Du
11 Juin 2013
au
30 Juin 2015

La culture de légumes pour le marché du frais a encore de beaux jours en Wallonie !

Les travaux du CRA-W sur la gestion de la fertilisation azotée des légumes pour le marché du frais en Wallonie fournissent des pistes intéressantes pour les producteurs dans une optique de productivité et de respect de l’environnement.

La culture de légumes pour le marché du frais a encore de beaux jours en Wallonie !

Les enseignements tirés d’études menées au CRAW de 2005 à 2010  sur l’ajustement des apports d’engrais azotés aux besoins des cultures de légumes destinés au marché du frais ont montré qu’une réflexion approfondie sur la pratique globale de la fertilisation azotée est nécessaire dans ce secteur. Dès lors, une approche complémentaire a été mise en place, avec le double objectif suivant : 

 1) caractériser le secteur par rapport à tous les aspects liés à la pratique de la fertilisation azotée et à ses impacts sur l’environnement (en particulier les risques de pollution des eaux par le nitrate) ; 2) identifier et préconiser les bonnes pratiques qui peuvent permettre aux producteurs maraîchers d’atteindre les niveaux les plus faibles possibles de reliquats en azote minéral en automne après les récoltes.

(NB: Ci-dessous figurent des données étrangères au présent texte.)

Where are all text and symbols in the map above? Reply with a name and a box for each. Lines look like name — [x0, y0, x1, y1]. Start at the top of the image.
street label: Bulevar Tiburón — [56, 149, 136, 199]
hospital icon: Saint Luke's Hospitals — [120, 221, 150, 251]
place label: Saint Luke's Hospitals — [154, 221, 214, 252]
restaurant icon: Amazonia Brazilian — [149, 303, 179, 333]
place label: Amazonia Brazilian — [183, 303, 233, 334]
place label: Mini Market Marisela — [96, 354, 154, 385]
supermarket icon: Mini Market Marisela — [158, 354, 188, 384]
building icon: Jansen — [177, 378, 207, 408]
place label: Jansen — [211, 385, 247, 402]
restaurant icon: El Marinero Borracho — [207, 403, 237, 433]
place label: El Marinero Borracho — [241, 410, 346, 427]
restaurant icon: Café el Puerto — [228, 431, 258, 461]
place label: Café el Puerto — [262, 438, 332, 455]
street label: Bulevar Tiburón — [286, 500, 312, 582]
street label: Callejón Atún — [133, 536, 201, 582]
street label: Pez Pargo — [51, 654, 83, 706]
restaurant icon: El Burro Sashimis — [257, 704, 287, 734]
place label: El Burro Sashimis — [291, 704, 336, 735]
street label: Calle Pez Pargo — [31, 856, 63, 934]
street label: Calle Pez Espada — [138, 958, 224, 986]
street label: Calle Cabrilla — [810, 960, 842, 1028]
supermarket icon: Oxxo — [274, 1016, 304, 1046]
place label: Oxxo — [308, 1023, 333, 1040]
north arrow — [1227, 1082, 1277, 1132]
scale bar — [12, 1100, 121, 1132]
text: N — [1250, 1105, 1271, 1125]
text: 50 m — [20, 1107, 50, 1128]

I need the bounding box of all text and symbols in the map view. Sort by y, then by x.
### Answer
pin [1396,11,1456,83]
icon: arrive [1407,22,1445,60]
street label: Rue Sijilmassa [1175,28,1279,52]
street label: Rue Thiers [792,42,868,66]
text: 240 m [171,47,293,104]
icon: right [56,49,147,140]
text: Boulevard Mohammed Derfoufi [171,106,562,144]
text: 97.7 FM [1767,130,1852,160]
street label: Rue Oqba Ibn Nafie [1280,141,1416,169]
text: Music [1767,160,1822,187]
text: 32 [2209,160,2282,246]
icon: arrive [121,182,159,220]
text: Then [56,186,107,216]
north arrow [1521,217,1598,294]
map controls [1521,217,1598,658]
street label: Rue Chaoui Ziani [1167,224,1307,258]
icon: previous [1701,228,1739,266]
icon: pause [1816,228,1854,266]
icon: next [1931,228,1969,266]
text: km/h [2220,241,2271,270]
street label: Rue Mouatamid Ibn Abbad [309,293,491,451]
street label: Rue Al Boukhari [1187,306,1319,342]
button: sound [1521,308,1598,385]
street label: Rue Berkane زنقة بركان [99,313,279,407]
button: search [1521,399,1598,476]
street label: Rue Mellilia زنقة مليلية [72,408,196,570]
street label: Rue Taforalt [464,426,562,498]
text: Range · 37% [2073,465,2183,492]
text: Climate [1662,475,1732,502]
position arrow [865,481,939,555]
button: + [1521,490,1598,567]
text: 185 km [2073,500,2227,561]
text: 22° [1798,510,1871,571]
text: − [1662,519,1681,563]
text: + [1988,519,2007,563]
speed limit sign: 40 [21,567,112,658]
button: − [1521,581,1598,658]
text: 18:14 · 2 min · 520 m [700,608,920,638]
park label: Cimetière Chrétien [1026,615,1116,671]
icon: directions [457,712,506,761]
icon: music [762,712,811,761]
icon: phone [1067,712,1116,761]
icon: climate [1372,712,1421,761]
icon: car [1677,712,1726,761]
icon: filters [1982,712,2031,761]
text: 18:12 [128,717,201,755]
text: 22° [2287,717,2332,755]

Ce projet a bénéficié du soutien de l’ensemble des structures d’encadrement du secteur en Wallonie.

Après un recensement de toutes les exploitations maraîchères wallonnes (237) et la sélection d’un panel représentatif des exploitations (37), une campagne de prélèvements et d’analyses de sol a été réalisée de novembre 2011 à mars 2102 dans 51 parcelles maraîchères afin de déterminer la richesse en azote minéral du profil du sol après les récoltes. Des enquêtes très détaillées, pour les années 2009, 2010 et 2011, sur les caractéristiques pédologiques, agronomiques et culturales au sein des exploitations et des parcelles échantillonnées ont complété l’approche afin d’identifier des variables explicatives des richesses mesurées en azote minéral.

Les reliquats en azote minéral mesurés sur les 51 parcelles variaient de 10 kg d’azote minéral/ha à 352 kg/ha sur la couche de 0 à 90 cm. Cette gamme très large de teneur en azote minéral au sein du panel des parcelles étudiées a constitué une base idéale pour les objectifs poursuivis.

Il ressort que les espèces cultivées ne constituent pas un facteur explicatif des reliquats observés. Par contre, ces derniers croissent nettement avec les apports totaux d’engrais azotés minéraux de synthèse appliqués les deux dernières années. Les exploitations n’appliquant que des engrais minéraux présentent les valeurs les plus élevées, alors que les exploitations n’appliquant que des engrais de ferme présentent des valeurs nettement plus faibles. En particulier, l’utilisation exclusive d’engrais composés organiques mène à des reliquats très faibles. En parallèle à ce constat, les exploitations en culture biologique et certifiées comme telles, de même que celles qui commercialisent en circuit court, présentent les reliquats les plus faibles comparativement aux exploitations conventionnelles. Parmi ces dernières, celles qui sont certifiées Global GAP et GIQF présentent néanmoins des reliquats moindres que celles qui ne le sont pas.

En ce qui concerne les autres pratiques culturales, il se dégage que les reliquats faibles sont favorisés par : le non-labour comparativement au labour annuel, le désherbage mécanique en plusieurs passages par rapport à un seul passage, le non-fractionnement des apports d’engrais minéraux, une couverture maximale du sol durant l’année culturale et l’absence d’irrigation des cultures.

Cet ensemble de constatations fournis des voies d’évolution intéressantes pour les producteurs et la recherche afin d’envisager des combinaisons de pratiques culturales permettant d’assurer une fertilisation azotée raisonnée pour les légumes destinés au marché du frais en Wallonie, particulièrement via la production biologique, mais aussi en production conventionnelle.